§ **THE TASK**
Only a number is wanted: the count of lines in this listing that contain "Hickory".

____

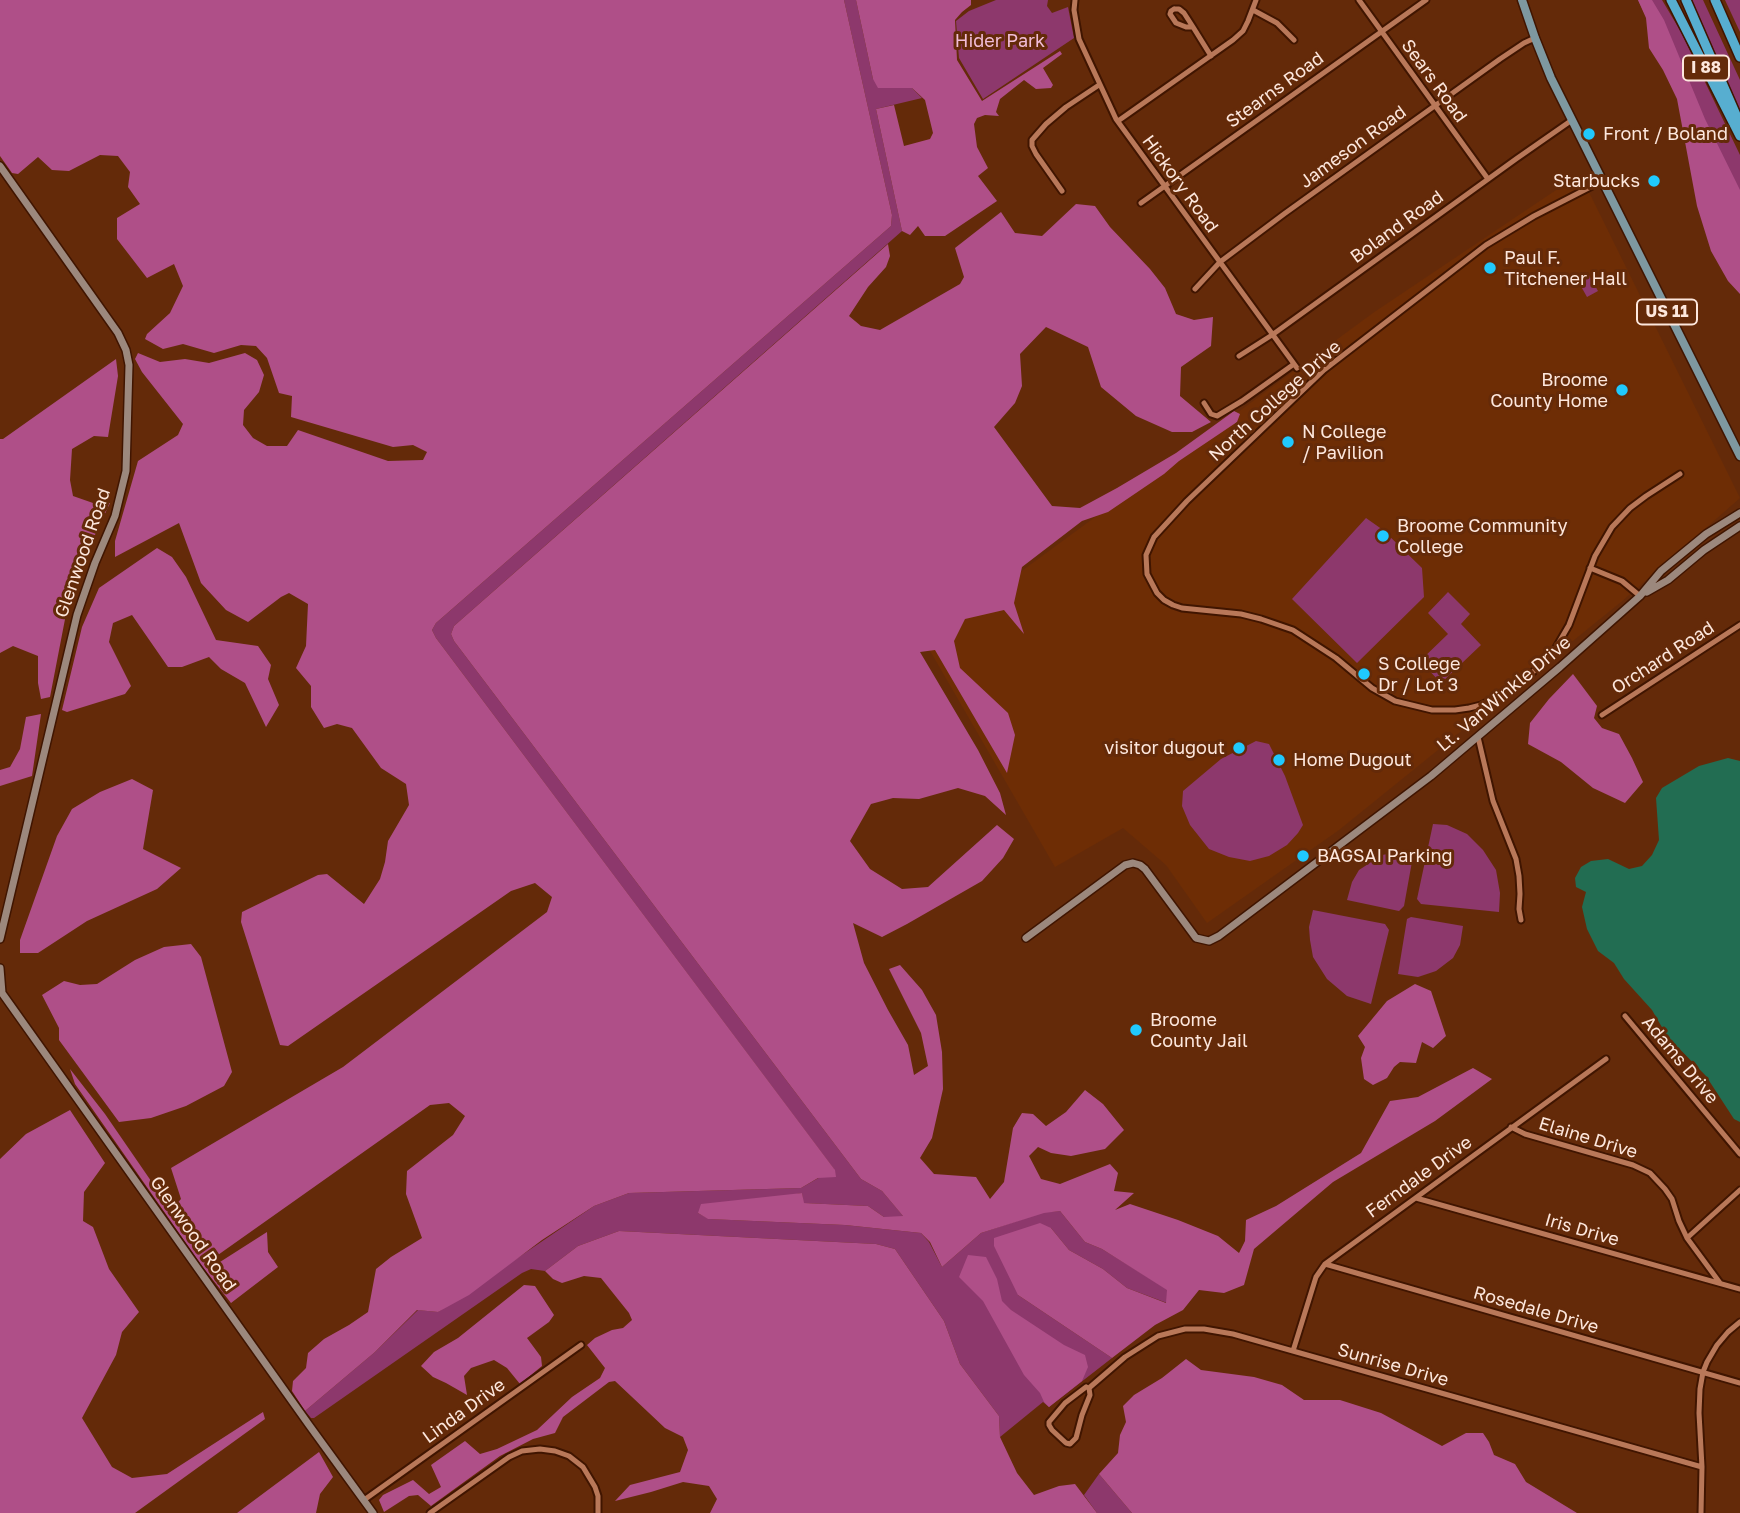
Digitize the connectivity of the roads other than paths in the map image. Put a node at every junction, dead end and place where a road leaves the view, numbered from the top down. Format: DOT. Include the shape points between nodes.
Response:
graph roads {
  1 [pos="1075,0"];
  2 [pos="1256,0"];
  3 [pos="1359,0"];
  4 [pos="1426,0"];
  5 [pos="1522,0"];
  6 [pos="1671,0"];
  7 [pos="1686,0"];
  8 [pos="1715,0"];
  9 [pos="1253,10"];
  10 [pos="1193,27"];
  11 [pos="1381,32"];
  12 [pos="1535,38"];
  13 [pos="1294,40"];
  14 [pos="1211,57"];
  15 [pos="1740,57"];
  16 [pos="1099,85"];
  17 [pos="1434,106"];
  18 [pos="1572,120"];
  19 [pos="1118,121"];
  20 [pos="1740,124"];
  21 [pos="1740,136"];
  22 [pos="0,166"];
  23 [pos="1488,179"];
  24 [pos="1602,181"];
  25 [pos="1165,186"];
  26 [pos="1062,191"];
  27 [pos="1141,203"];
  28 [pos="1220,262"];
  29 [pos="1195,289"];
  30 [pos="1272,335"];
  31 [pos="1239,356"];
  32 [pos="1204,403"];
  33 [pos="1740,456"];
  34 [pos="1680,474"];
  35 [pos="1740,513"];
  36 [pos="1740,526"];
  37 [pos="1590,568"];
  38 [pos="1640,596"];
  39 [pos="1740,625"];
  40 [pos="1602,715"];
  41 [pos="1478,737"];
  42 [pos="1521,920"];
  43 [pos="1026,938"];
  44 [pos="0,939"];
  45 [pos="0,968"];
  46 [pos="1626,1016"];
  47 [pos="1605,1059"];
  48 [pos="1511,1128"];
  49 [pos="1740,1154"];
  50 [pos="1740,1190"];
  51 [pos="1416,1198"];
  52 [pos="1687,1238"];
  53 [pos="1325,1264"];
  54 [pos="1720,1283"];
  55 [pos="1740,1289"];
  56 [pos="1740,1322"];
  57 [pos="581,1345"];
  58 [pos="1293,1352"];
  59 [pos="1703,1372"];
  60 [pos="1740,1383"];
  61 [pos="1089,1388"];
  62 [pos="1702,1467"];
  63 [pos="364,1500"];
  64 [pos="373,1513"];
  65 [pos="430,1513"];
  66 [pos="598,1513"];
  67 [pos="1701,1513"];
  1 -- 16 [label="street, Hickory Road" via="1079,39"];
  2 -- 9 [label="street"];
  3 -- 11 [label="street, Sears Road"];
  4 -- 11 [label="street, Stearns Road"];
  5 -- 12 [label="main road, US 11"];
  6 -- 21 [label="highway, I 88"];
  7 -- 20 [label="highway"];
  8 -- 15 [label="highway"];
  9 -- 13 [label="street"];
  9 -- 14 [label="street" via="1243,31"];
  10 -- 14 [label="street"];
  11 -- 17 [label="street, Sears Road"];
  11 -- 25 [label="street, Stearns Road"];
  12 -- 17 [label="street, Jameson Road"];
  12 -- 18 [label="main road, US 11"];
  14 -- 19 [label="street"];
  16 -- 19 [label="street, Hickory Road"];
  16 -- 26 [label="street" via="1045,124 1032,140 1036,154"];
  17 -- 23 [label="street, Sears Road"];
  17 -- 28 [label="street, Jameson Road"];
  18 -- 23 [label="street, Boland Road"];
  18 -- 24 [label="main road, US 11"];
  19 -- 25 [label="street, Hickory Road"];
  22 -- 44 [label="street, Glenwood Road" via="118,333 129,365 126,471 115,516 77,615"];
  23 -- 30 [label="street, Boland Road"];
  24 -- 33 [label="main road, US 11"];
  24 -- 37 [label="street, North College Drive" via="1486,245 1324,370 1187,501 1154,537 1145,564 1151,584 1164,600 1182,608 1241,614 1293,630 1372,688 1395,701 1432,710 1481,705 1506,694 1531,674 1569,625"];
  25 -- 27 [label="street, Stearns Road"];
  25 -- 28 [label="street, Hickory Road"];
  28 -- 29 [label="street, Jameson Road"];
  28 -- 30 [label="street, Hickory Road"];
  30 -- 31 [label="street, Boland Road"];
  30 -- 32 [label="street, Hickory Road" via="1295,366 1217,416"];
  34 -- 37 [label="street" via="1630,508 1600,545"];
  35 -- 38 [label="street, Lt. VanWinkle Drive" via="1684,551"];
  36 -- 38 [label="street, Lt. VanWinkle Drive"];
  37 -- 38 [label="street" via="1628,584"];
  38 -- 41 [label="street, Lt. VanWinkle Drive"];
  39 -- 40 [label="street, Orchard Road"];
  41 -- 42 [label="street" via="1493,801 1516,859"];
  41 -- 43 [label="street, Lt. VanWinkle Drive" via="1364,828 1209,941 1196,938 1145,869 1133,863"];
  45 -- 63 [label="street, Glenwood Road" via="2,993"];
  46 -- 49 [label="street, Adams Drive"];
  47 -- 48 [label="street, Ferndale Drive"];
  48 -- 51 [label="street, Ferndale Drive"];
  48 -- 52 [label="street, Elaine Drive" via="1650,1173 1672,1199"];
  50 -- 52 [label="street"];
  51 -- 53 [label="street, Ferndale Drive"];
  51 -- 54 [label="street, Iris Drive"];
  52 -- 54 [label="street, Elaine Drive"];
  53 -- 58 [label="street, Ferndale Drive" via="1316,1277"];
  53 -- 59 [label="street, Rosedale Drive"];
  54 -- 55 [label="street, Iris Drive"];
  56 -- 59 [label="street" via="1717,1345"];
  57 -- 63 [label="street, Linda Drive"];
  58 -- 61 [label="street, Sunrise Drive" via="1233,1334 1185,1329 1142,1345"];
  58 -- 62 [label="street, Sunrise Drive"];
  59 -- 60 [label="street, Rosedale Drive"];
  59 -- 62 [label="street" via="1699,1413"];
  61 -- 61 [label="street, Sunrise Drive" via="1049,1422 1066,1443 1076,1438"];
  62 -- 67 [label="street"];
  63 -- 64 [label="street, Glenwood Road"];
  65 -- 66 [label="street" via="509,1457 540,1449 569,1456 583,1467 598,1496"];
}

____

§ **OUTPUT BELOW**
6